'Kisses' is a valentine to the movies


February 11, 1991|By Steve McKerrow

Back in 1896, tinkering with his idea for making pictures tha moved, Thomas Alva Edison filmed a little scene in his New Jersey laboratories. Perhaps the first titled movie ever, "The Kiss" merely featured a mustachioed gent planting an elaborate kiss on his shy belle.

"And in 100 years, the movies have never stopped kissing," says actress Lauren Bacall in a new cable special tonight, appropriately scheduled this Valentine's week.

"Kisses" is a veritable overture to osculation, as Hollywood has presented it over the years. It can be seen at 8 and 11 tonight on the TNT basic service, with repeats Feb. 14, 16 and 17. (The show was produced to accompany the publication this week of a book of the same title, featuring studio publicity photos from the film archives which Ted Turner has been compiling in recent years.)
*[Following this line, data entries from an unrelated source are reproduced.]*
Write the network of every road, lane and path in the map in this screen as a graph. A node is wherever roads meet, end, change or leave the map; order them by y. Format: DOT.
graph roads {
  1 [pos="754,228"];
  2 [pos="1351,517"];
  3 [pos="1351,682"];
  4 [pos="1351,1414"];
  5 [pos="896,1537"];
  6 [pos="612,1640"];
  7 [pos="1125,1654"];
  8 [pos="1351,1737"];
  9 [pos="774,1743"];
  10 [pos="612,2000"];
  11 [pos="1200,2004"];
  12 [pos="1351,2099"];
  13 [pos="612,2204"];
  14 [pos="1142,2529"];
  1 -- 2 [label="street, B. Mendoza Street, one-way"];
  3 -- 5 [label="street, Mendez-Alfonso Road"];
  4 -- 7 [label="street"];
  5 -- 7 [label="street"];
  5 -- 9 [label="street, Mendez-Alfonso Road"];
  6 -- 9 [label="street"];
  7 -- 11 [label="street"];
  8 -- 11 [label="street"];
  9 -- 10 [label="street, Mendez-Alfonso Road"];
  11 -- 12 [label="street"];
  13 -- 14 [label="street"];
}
According to TNT, producers compiled more than 52 hours of kissing scenes from scores of films, then condensed them to highlights for this documentary. Even modest film buffs will find some of the screen's more memorable romantic moments here.
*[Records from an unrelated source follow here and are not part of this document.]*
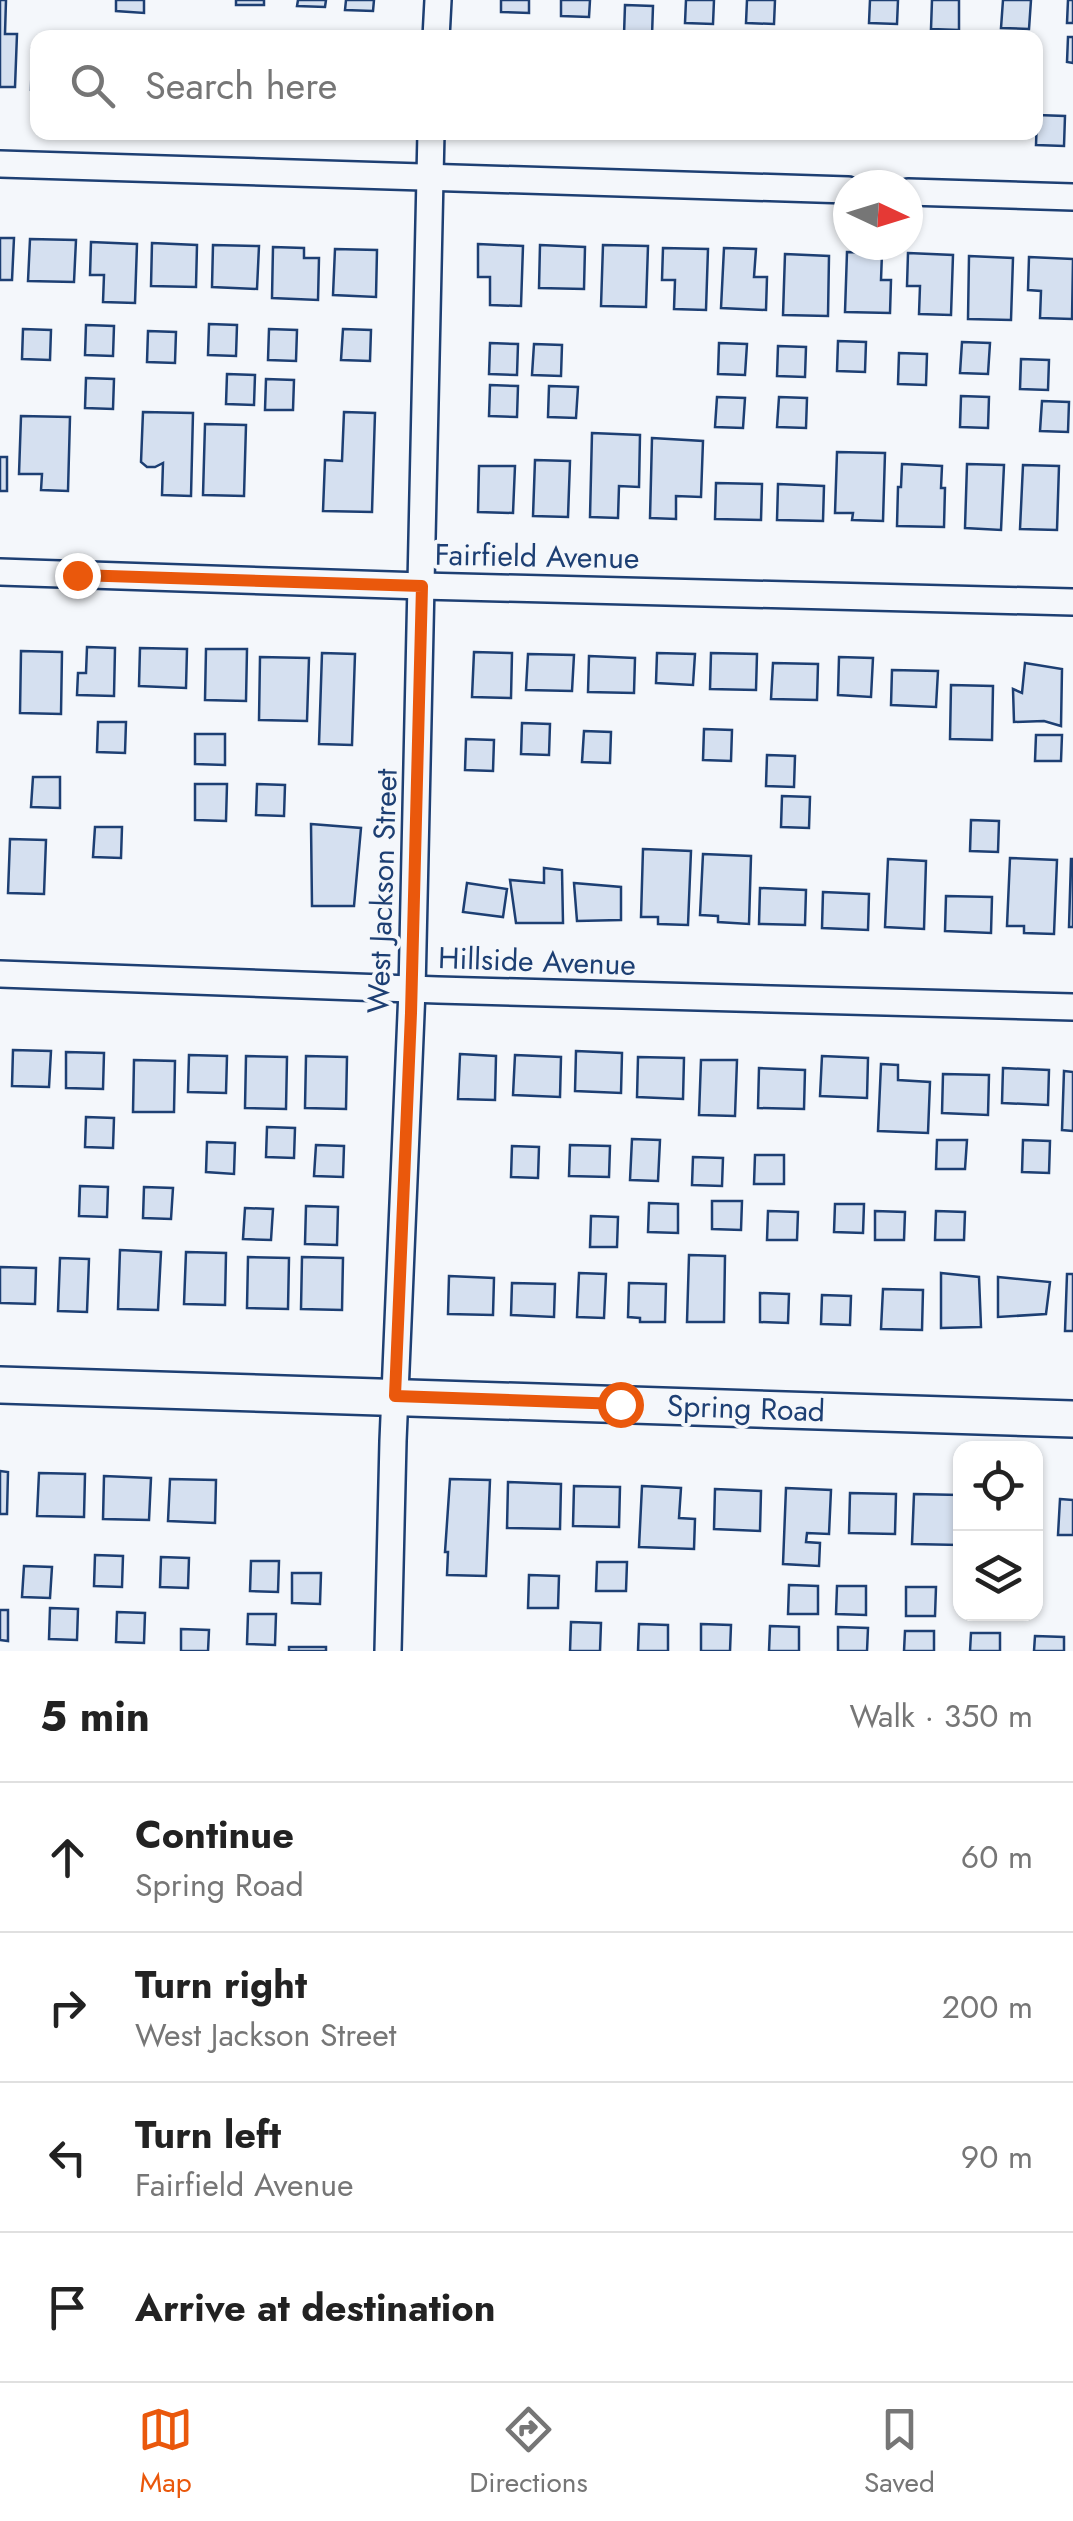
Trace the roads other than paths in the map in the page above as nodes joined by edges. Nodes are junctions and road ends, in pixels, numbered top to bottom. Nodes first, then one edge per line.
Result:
1 (438, 0) edge
2 (436, 30) edge
3 (431, 140) edge
4 (0, 164) edge
5 (429, 176) junction
6 (833, 189) edge
7 (923, 193) edge
8 (1073, 198) edge
9 (0, 572) edge
10 (422, 586) junction
11 (1073, 602) edge
12 (0, 974) edge
13 (412, 990) junction
14 (1073, 1008) edge
15 (0, 1385) edge
16 (395, 1396) junction
17 (1073, 1419) edge
18 (388, 1651) edge

1 - 2 street
3 - 5 street, West Jackson Street
4 - 5 street
5 - 6 street
5 - 10 street, West Jackson Street
7 - 8 street
9 - 10 street, Fairfield Avenue
10 - 11 street, Fairfield Avenue
10 - 13 street, West Jackson Street
12 - 13 street, Hillside Avenue
13 - 14 street, Hillside Avenue
13 - 16 street, West Jackson Street
15 - 16 street, Spring Road
16 - 17 street, Spring Road
16 - 18 street, West Jackson Street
Viewers may also wish, however, that the makers paid more attention to helping clarify our memories. Far too often, these scenes of passion lack labels.

Over and over, we may recognize Cary Grant, Katharine Hepburn, Jimmy Stewart or Greta Garbo in a scene, yet not be able to identify his or her kissing partner, nor remember the film's title. A quick caption with title, date and the actors involved would seem the least to expect, but easily half the time "Kisses" does not provide the information.

That said, "Kisses" nonetheless offers an overview of the evolving treatment of not only romantic kissing, but the friendly, polite, peck-on-the-cheek kind, too.

The restrictive era of the Hays Office, which from the 1920s onward strove to keep screen romances prim and proper, is explored, along with Howard Hughes' publicity-oriented defiance of the censorship in the steamy Jane Russell western "The Outlaw."

Among the stars who get some special attention are Mickey Rooney and Judy Garland, Cary Grant and even Ronald Reagan.

Humphrey Bogart seems to get the most mention. His "Casablanca" is evoked often, and it should be no surprise that we see the famous scene from "To Have and Have Not" in which Bacall herself (who would later marry the big lug) tells Bogie how to whistle.

NATURE CALLS -- Maryland Public Television tonight takes a look at the state's population of owls in the latest edition of "Outdoors Maryland." The part documentary/part travelogue series can be seen at 8 on channels 22 and 67 (plus repeats Feb. 13 and 18), and also includes segments on Eastern Shore marshes, soaring and hiking the Appalachian Trail.